The first one should count even numbers: 0-2-4-6-0
The second one should count odd numbers: 1-3-5-7-1
Execution Table For JK Flip Flop:
Q(n) Q(n+1) J K
---------------
0 0 0 X
0 1 1 X
1 0 X 1
1 1 X 0
First Question: Design a negative-edge-triggered synchronous counter with the form of operation: 0-2-4-6-0
My Design:
Second Question: Design a negative-edge-triggered synchronous counter with the form of operation: 1-3-5-7-1
My Design:
Main Question: I made two designs like the pictures above. But as you can see, the JK output is the same. That's weird! In both designs (even and odd) the J(C) output = Q(B) and K(C) output = Q(B). And in this case, will this odd-number circuit count by two-by-two?
Why the results are the same? Where exactly am I making a mistake?
Hint:
In the first even-counter circuit, the value of the K(A) can take 1 or 0.

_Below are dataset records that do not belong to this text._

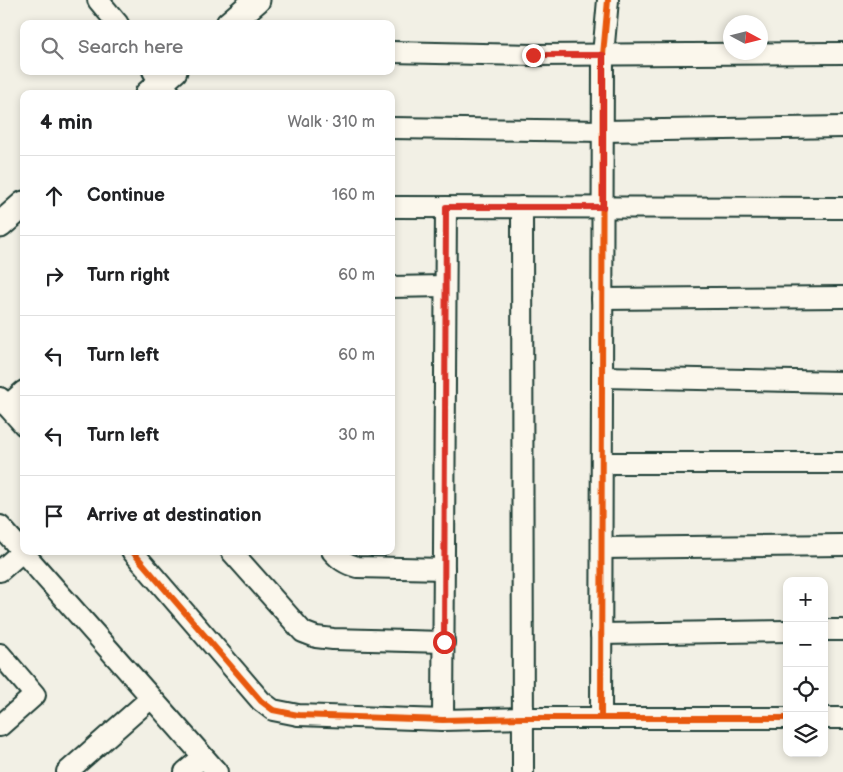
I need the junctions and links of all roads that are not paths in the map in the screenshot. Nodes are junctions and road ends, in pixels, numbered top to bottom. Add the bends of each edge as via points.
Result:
1 (98, 0) edge
2 (257, 0) edge
3 (608, 0) edge
4 (115, 20) edge
5 (234, 20) edge
6 (395, 52) edge
7 (843, 53) edge
8 (603, 55) junction
9 (843, 127) edge
10 (395, 128) edge
11 (603, 130) junction
12 (395, 207) edge
13 (446, 207) junction
14 (603, 207) junction
15 (20, 208) edge
16 (522, 208) junction
17 (843, 208) edge
18 (0, 225) edge
19 (395, 286) edge
20 (445, 286) junction
21 (843, 297) edge
22 (602, 299) junction
23 (602, 377) junction
24 (843, 382) edge
25 (20, 393) edge
26 (3, 402) edge
27 (20, 421) edge
28 (602, 463) junction
29 (843, 463) edge
30 (0, 526) edge
31 (843, 545) edge
32 (602, 548) junction
33 (20, 550) edge
34 (20, 554) edge
35 (25, 555) edge
36 (135, 555) edge
37 (235, 555) edge
38 (335, 555) edge
39 (444, 569) junction
40 (0, 570) edge
41 (828, 630) edge
42 (843, 630) edge
43 (783, 631) edge
44 (602, 634) junction
45 (444, 642) junction
46 (0, 654) edge
47 (151, 698) junction
48 (523, 718) junction
49 (601, 718) junction
50 (783, 718) edge
51 (828, 718) edge
52 (843, 718) edge
53 (443, 720) junction
54 (0, 726) edge
55 (203, 757) junction
56 (67, 772) edge
57 (185, 772) edge
58 (217, 772) edge
59 (522, 772) edge

1 - 4 street
2 - 5 street
3 - 8 street
6 - 8 street
7 - 8 street
8 - 11 street
9 - 11 street
10 - 11 street
11 - 14 street
12 - 13 street
13 - 16 street
13 - 20 street
14 - 16 street
14 - 17 street
14 - 22 street
15 - 18 street
16 - 48 street
19 - 20 street
20 - 39 street
21 - 22 street
22 - 23 street
23 - 24 street
23 - 28 street
25 - 26 street
26 - 27 street
28 - 29 street
28 - 32 street
30 - 33 street
31 - 32 street
32 - 44 street
34 - 40 street
35 - 47 street
36 - 53 street via 261,701 273,710 298,716
37 - 45 street via 303,632 333,639
38 - 39 street via 347,565 357,567
39 - 45 street
41 - 42 street
43 - 44 street
44 - 49 street
45 - 53 street
46 - 54 street via 35,695
47 - 55 street
47 - 56 street
48 - 49 street
48 - 53 street
48 - 59 street
49 - 50 street
51 - 52 street
55 - 57 street
55 - 58 street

In the second odd-counter circuit, the value of the J(A) can take 1 or 0.
Best Answer
You are assuming that the even counter "wakes up" in the 000 state and the odd counter wakes up in the 001 state. Those assumptions are not valid, so some of the don't care values in your state table should actually be 0 or 1.
Other than that, take a look at the columns for the Q values in each counter. If the Q values have a similar behavior you would expect the logic design to be similar as well.